▶ Exercise aim
Only the lines from the start of the entries through the line with "Road topology of" should be returned, each exactly as it stands, and no pictures.

** Data to use follows **

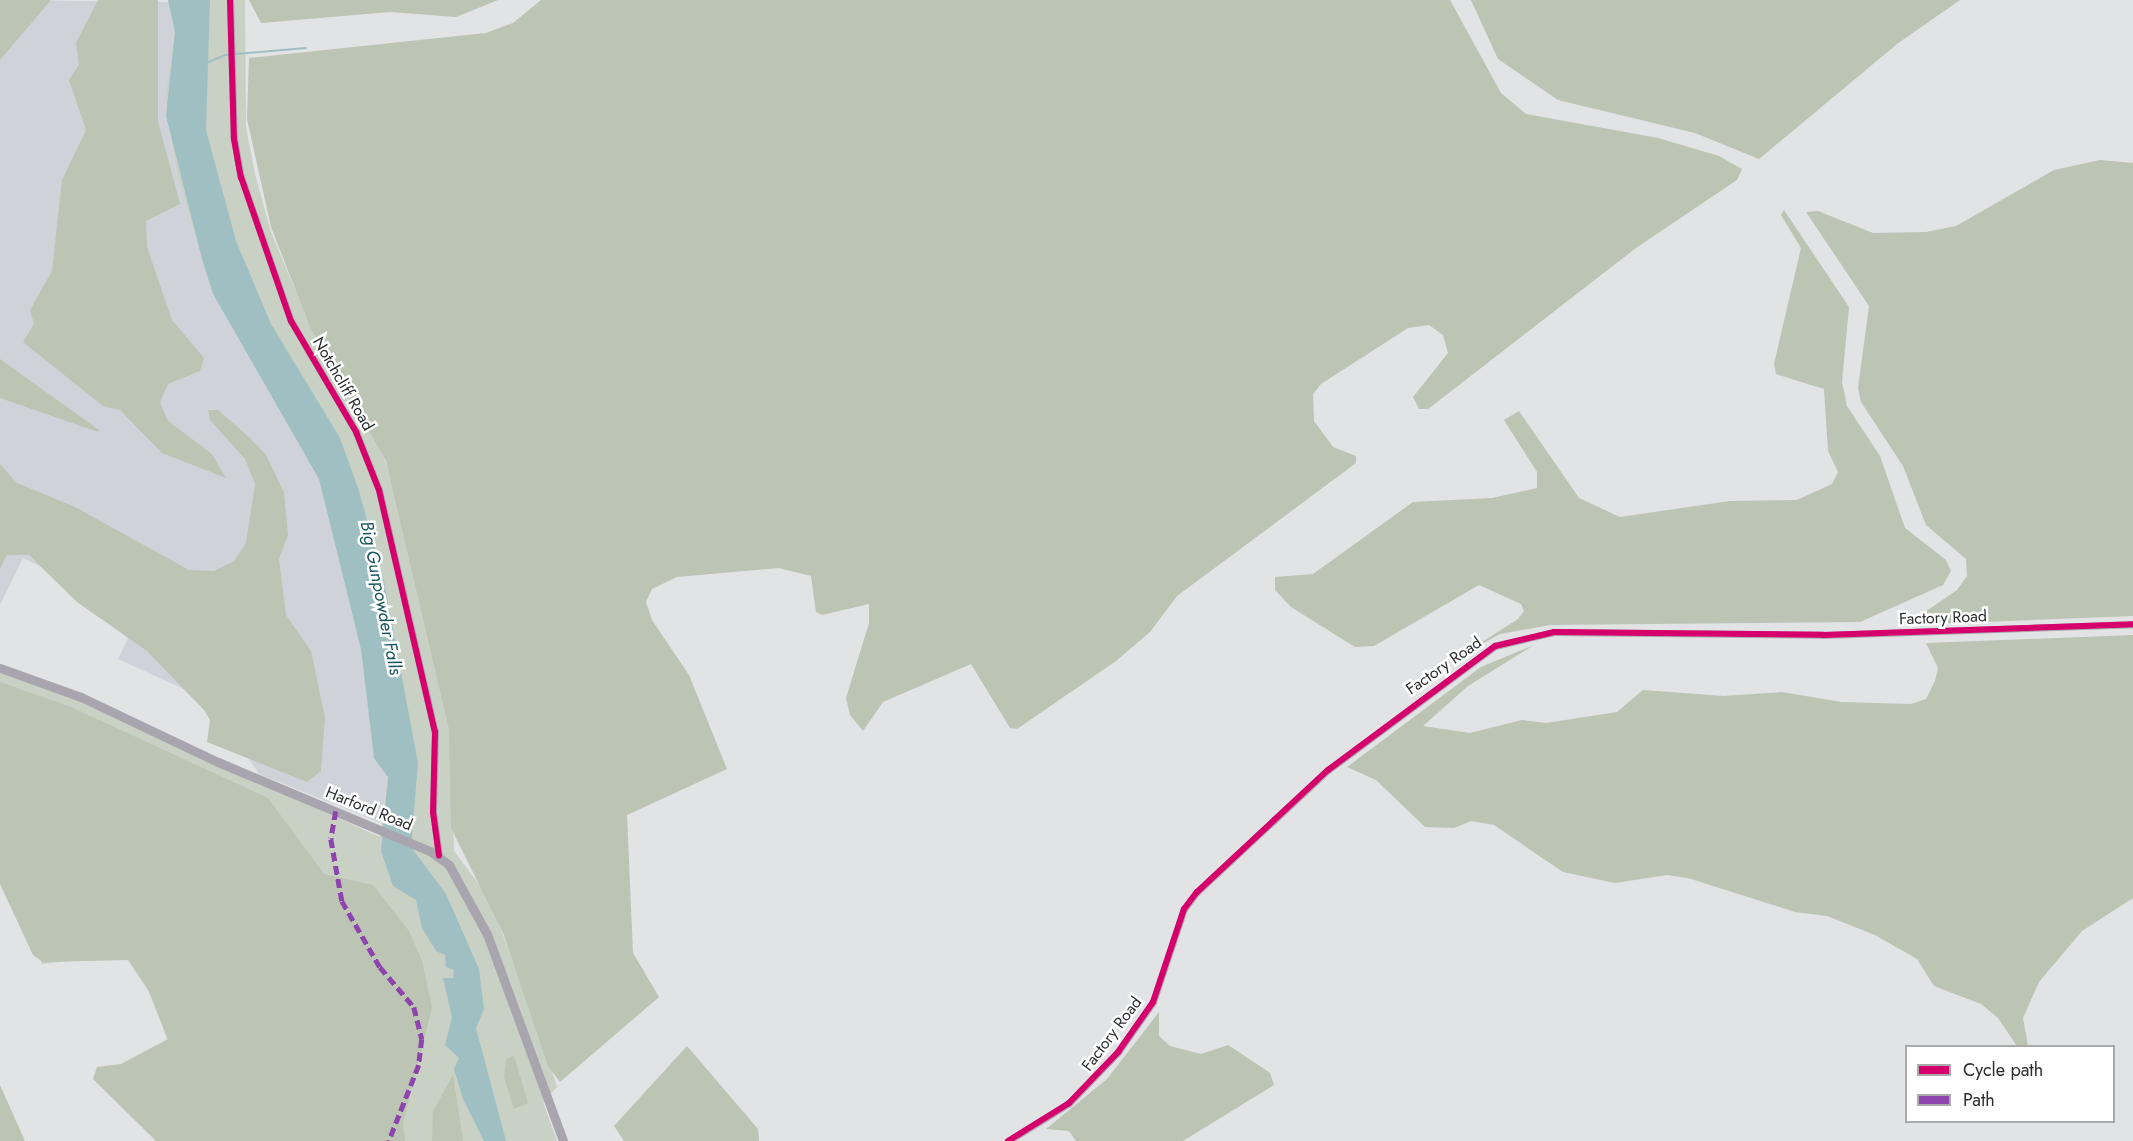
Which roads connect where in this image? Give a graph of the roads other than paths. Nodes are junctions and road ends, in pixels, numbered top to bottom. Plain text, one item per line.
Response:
1 (230, 0) edge
2 (2133, 624) edge
3 (0, 668) edge
4 (439, 856) junction
5 (563, 1141) edge
6 (1008, 1141) edge

1 - 4 street, Notchcliff Road
2 - 6 street, Factory Road
3 - 4 main road, Harford Road
4 - 5 main road, Harford Road

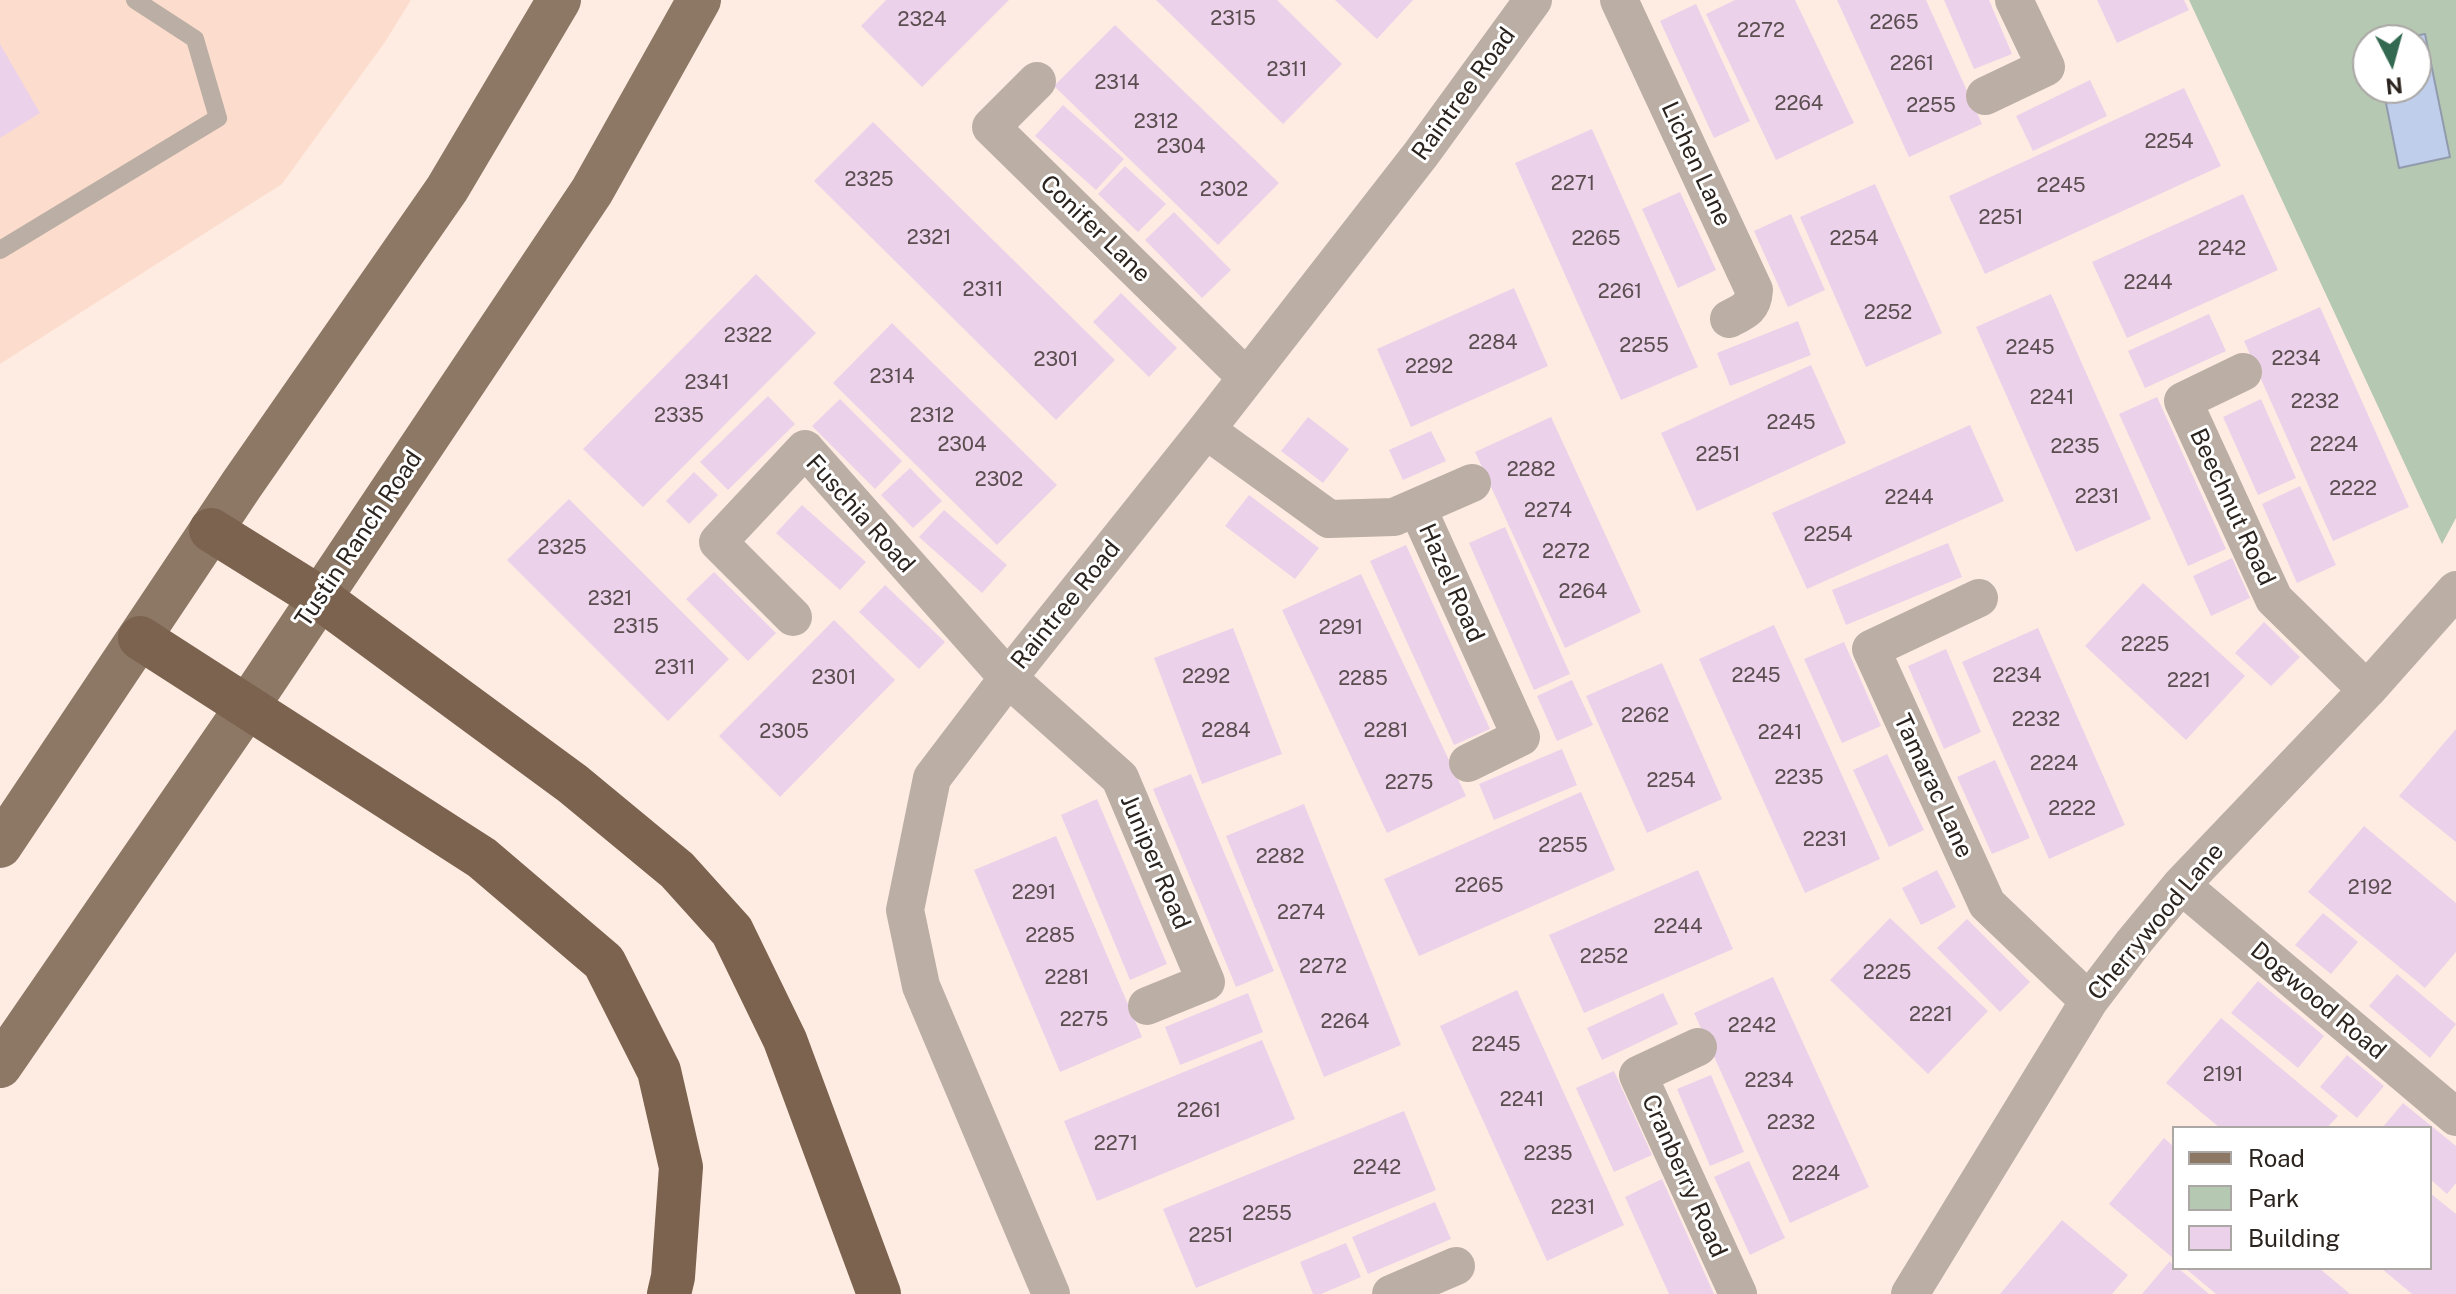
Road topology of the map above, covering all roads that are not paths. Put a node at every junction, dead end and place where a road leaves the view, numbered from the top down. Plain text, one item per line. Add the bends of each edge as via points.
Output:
1 (135, 0) edge
2 (559, 0) edge
3 (699, 0) edge
4 (1533, 0) edge
5 (1619, 0) edge
6 (2014, 0) edge
7 (1037, 81) dead end
8 (1985, 96) dead end
9 (0, 250) edge
10 (1729, 319) dead end
11 (2243, 372) dead end
12 (1246, 377) junction
13 (1206, 430) junction
14 (1472, 483) dead end
15 (1417, 507) junction
16 (211, 530) junction
17 (2456, 590) edge
18 (320, 598) junction
19 (1979, 598) dead end
20 (793, 617) dead end
21 (140, 638) junction
22 (1008, 678) junction
23 (2367, 690) junction
24 (247, 707) junction
25 (1468, 763) dead end
26 (0, 846) edge
27 (2181, 885) junction
28 (2089, 1001) junction
29 (1147, 1006) dead end
30 (1698, 1047) dead end
31 (0, 1066) edge
32 (2456, 1117) edge
33 (1456, 1266) dead end
34 (669, 1294) edge
35 (879, 1294) edge
36 (1051, 1294) edge
37 (1391, 1294) edge
38 (1738, 1294) edge
39 (1910, 1294) edge

1 - 9 lane via 195,39 218,118
2 - 16 main road via 447,189
3 - 18 main road, Tustin Ranch Road via 592,191
4 - 12 street, Raintree Road via 1421,154
5 - 10 street, Lichen Lane via 1754,290 1747,310
6 - 8 street via 2046,67
7 - 12 street, Conifer Lane via 991,127
11 - 23 street, Beechnut Road via 2183,401 2274,599
12 - 13 street, Raintree Road
13 - 15 street, Hazel Road via 1329,519 1394,517
13 - 22 street, Raintree Road
14 - 15 street
15 - 25 street, Hazel Road via 1521,737
16 - 18 highway
16 - 21 main road
17 - 23 street, Cherrywood Lane
18 - 24 main road, Tustin Ranch Road
18 - 35 highway via 573,784 677,870 732,931 785,1040
19 - 28 street, Tamarac Lane via 1871,649 1987,904
20 - 22 street, Fuschia Road via 718,542 805,449
21 - 24 highway
21 - 26 main road
22 - 29 street, Juniper Road via 1120,778 1206,982
22 - 36 street, Raintree Road via 932,778 905,910 921,986
23 - 27 street, Cherrywood Lane
24 - 31 main road, Tustin Ranch Road
24 - 34 highway via 482,858 604,962 659,1071 681,1167
27 - 28 street, Cherrywood Lane
27 - 32 street, Dogwood Road
28 - 39 street, Cherrywood Lane
30 - 38 street, Cranberry Road via 1638,1075
33 - 37 street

** End of Data to use **

▶ Solution
Which roads connect where in this image? Give a graph of the roads other than paths. Nodes are junctions and road ends, in pixels, numbered top to bottom. Plain text, one item per line.
Response:
1 (230, 0) edge
2 (2133, 624) edge
3 (0, 668) edge
4 (439, 856) junction
5 (563, 1141) edge
6 (1008, 1141) edge

1 - 4 street, Notchcliff Road
2 - 6 street, Factory Road
3 - 4 main road, Harford Road
4 - 5 main road, Harford Road

Road topology of the map above, covering all roads that are not paths. Put a node at every junction, dead end and place where a road leaves the view, numbered from the top down. Plain text, one item per line. Add the bends of each edge as via points.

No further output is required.